- Task requirements -
Please find every line in the records below that contains the word "bridge", and copy it.

- Data for review -

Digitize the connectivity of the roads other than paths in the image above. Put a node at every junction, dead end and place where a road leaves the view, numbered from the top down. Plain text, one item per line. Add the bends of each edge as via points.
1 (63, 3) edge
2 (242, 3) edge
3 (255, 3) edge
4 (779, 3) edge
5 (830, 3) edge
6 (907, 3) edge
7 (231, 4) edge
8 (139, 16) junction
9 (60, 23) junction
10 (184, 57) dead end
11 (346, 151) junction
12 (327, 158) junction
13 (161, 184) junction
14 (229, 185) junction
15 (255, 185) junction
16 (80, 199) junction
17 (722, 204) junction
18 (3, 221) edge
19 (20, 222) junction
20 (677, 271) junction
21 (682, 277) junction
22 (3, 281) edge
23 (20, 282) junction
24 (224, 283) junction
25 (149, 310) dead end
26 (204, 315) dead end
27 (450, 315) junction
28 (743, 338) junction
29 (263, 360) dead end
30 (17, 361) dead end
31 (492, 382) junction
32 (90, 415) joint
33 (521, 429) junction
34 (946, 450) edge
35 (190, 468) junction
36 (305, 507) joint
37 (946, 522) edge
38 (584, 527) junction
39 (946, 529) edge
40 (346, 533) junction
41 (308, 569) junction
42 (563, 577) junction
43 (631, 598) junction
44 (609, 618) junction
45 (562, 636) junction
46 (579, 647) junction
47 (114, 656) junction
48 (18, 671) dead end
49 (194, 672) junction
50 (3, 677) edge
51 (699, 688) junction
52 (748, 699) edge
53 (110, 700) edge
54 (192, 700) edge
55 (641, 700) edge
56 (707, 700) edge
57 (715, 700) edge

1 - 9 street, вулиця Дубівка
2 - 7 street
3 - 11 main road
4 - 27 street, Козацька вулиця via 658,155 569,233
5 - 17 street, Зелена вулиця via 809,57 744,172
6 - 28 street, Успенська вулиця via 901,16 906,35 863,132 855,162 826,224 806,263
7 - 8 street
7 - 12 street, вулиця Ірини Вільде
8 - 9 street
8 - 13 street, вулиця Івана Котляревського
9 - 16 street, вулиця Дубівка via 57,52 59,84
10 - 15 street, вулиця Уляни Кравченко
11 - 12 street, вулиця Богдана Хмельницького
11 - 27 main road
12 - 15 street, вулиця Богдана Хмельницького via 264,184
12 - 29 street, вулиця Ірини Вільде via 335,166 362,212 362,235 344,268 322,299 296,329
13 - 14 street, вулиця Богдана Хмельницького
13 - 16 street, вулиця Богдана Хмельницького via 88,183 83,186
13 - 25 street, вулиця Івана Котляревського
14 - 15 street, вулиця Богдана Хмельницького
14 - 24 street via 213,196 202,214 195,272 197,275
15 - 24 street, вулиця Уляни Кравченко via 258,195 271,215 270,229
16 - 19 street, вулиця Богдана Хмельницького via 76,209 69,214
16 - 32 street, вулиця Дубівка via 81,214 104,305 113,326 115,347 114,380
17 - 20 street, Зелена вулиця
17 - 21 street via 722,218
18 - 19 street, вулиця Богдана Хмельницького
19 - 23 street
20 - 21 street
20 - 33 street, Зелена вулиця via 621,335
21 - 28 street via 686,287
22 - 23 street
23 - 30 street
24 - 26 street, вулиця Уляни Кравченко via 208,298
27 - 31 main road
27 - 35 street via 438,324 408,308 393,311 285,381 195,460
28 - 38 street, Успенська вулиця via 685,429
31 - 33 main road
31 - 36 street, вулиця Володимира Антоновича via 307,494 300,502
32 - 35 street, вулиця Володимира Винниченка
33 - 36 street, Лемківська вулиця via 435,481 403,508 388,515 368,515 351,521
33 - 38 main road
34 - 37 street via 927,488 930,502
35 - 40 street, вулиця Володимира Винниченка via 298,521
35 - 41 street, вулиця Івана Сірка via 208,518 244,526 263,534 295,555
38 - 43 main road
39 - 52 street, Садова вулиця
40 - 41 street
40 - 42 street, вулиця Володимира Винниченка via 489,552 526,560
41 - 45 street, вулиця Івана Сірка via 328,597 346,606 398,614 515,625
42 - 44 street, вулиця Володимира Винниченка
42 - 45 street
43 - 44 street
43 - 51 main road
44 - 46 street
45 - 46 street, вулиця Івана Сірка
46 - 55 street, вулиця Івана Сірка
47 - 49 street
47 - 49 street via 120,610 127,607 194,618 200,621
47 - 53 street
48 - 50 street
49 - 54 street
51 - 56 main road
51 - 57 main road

==

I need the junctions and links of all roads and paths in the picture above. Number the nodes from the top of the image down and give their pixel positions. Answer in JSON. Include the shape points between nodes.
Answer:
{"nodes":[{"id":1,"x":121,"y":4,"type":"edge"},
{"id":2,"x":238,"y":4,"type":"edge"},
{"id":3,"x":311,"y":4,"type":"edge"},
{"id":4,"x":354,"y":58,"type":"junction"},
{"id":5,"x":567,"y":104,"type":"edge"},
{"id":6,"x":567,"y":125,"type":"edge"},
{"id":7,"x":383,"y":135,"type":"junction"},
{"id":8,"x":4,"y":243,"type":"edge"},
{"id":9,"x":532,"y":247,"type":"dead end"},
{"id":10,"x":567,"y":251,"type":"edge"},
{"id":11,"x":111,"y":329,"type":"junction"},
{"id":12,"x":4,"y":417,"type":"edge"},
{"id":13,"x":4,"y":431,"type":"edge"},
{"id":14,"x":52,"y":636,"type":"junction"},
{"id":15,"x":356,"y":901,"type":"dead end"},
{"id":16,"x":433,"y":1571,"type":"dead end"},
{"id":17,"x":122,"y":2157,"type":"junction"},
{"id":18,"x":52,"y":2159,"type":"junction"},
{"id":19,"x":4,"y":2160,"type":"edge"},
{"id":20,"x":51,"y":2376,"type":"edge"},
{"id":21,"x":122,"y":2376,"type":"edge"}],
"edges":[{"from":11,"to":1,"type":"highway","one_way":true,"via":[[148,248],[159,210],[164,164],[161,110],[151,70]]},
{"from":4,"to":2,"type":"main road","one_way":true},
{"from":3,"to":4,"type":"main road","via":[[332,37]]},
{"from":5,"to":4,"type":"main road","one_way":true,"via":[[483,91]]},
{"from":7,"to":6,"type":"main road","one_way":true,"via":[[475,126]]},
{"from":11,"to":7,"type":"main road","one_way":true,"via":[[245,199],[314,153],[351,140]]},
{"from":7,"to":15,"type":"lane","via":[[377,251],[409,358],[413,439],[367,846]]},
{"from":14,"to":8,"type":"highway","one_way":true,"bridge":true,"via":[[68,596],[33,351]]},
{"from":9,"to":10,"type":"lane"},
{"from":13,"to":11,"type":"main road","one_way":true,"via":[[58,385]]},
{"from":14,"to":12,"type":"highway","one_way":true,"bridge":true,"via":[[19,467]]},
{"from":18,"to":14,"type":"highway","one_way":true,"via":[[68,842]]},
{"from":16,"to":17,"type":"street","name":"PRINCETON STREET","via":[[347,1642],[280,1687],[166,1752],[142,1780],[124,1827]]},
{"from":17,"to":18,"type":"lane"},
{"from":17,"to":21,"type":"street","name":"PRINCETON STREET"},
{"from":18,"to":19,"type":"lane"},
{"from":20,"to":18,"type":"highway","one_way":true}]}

* * *

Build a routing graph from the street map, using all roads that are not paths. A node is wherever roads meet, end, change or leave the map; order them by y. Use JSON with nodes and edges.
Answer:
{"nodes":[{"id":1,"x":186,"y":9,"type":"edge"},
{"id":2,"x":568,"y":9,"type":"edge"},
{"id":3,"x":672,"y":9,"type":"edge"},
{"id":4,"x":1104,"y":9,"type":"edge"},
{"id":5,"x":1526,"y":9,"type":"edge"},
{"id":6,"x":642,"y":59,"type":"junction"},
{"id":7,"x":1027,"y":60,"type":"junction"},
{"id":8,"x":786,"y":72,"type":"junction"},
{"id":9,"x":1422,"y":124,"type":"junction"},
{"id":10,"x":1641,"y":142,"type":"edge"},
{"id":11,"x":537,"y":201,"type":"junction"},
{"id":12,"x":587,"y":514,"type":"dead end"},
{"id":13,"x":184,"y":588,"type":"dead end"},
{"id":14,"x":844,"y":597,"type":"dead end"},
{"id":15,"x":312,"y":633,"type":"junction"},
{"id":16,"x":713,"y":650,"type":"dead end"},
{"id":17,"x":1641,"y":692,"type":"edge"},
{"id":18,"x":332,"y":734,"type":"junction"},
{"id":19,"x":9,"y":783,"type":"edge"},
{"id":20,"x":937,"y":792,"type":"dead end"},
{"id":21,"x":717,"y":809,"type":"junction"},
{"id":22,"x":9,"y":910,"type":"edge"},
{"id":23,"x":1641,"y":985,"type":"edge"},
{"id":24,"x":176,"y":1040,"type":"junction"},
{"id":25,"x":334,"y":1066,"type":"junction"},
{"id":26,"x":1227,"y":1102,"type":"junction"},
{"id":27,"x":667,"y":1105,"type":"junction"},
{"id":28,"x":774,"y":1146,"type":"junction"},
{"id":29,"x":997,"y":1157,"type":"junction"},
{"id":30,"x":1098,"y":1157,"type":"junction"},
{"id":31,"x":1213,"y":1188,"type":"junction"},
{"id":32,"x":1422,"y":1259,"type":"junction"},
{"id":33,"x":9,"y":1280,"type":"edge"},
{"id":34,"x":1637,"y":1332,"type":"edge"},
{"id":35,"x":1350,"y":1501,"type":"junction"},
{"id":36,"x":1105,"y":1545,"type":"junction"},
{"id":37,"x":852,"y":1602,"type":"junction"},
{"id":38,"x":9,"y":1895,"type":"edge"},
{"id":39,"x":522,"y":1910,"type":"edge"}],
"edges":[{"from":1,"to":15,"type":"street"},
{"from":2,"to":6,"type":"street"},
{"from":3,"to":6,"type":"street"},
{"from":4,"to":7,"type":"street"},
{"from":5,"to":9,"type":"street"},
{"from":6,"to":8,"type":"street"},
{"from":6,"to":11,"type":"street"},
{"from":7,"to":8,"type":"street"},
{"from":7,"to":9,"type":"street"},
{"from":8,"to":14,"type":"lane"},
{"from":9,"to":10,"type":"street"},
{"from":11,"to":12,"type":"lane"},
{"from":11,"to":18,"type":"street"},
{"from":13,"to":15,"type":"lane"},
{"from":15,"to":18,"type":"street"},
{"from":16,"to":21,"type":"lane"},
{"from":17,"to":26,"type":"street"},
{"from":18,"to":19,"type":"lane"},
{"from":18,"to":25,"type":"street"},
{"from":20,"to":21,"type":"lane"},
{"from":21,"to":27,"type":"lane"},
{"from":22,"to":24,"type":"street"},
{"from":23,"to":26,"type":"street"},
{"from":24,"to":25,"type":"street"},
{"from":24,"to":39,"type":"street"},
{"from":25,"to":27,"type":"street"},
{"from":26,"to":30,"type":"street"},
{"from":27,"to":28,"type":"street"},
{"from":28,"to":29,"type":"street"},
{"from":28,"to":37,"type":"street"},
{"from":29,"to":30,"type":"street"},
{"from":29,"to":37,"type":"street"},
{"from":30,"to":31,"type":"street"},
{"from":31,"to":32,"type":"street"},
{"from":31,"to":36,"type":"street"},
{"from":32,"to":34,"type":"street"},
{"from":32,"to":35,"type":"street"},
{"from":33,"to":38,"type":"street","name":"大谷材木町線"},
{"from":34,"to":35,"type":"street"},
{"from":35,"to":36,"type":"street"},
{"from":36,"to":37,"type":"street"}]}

- Written reply -
{"from":14,"to":8,"type":"highway","one_way":true,"bridge":true,"via":[[68,596],[33,351]]},
{"from":14,"to":12,"type":"highway","one_way":true,"bridge":true,"via":[[19,467]]},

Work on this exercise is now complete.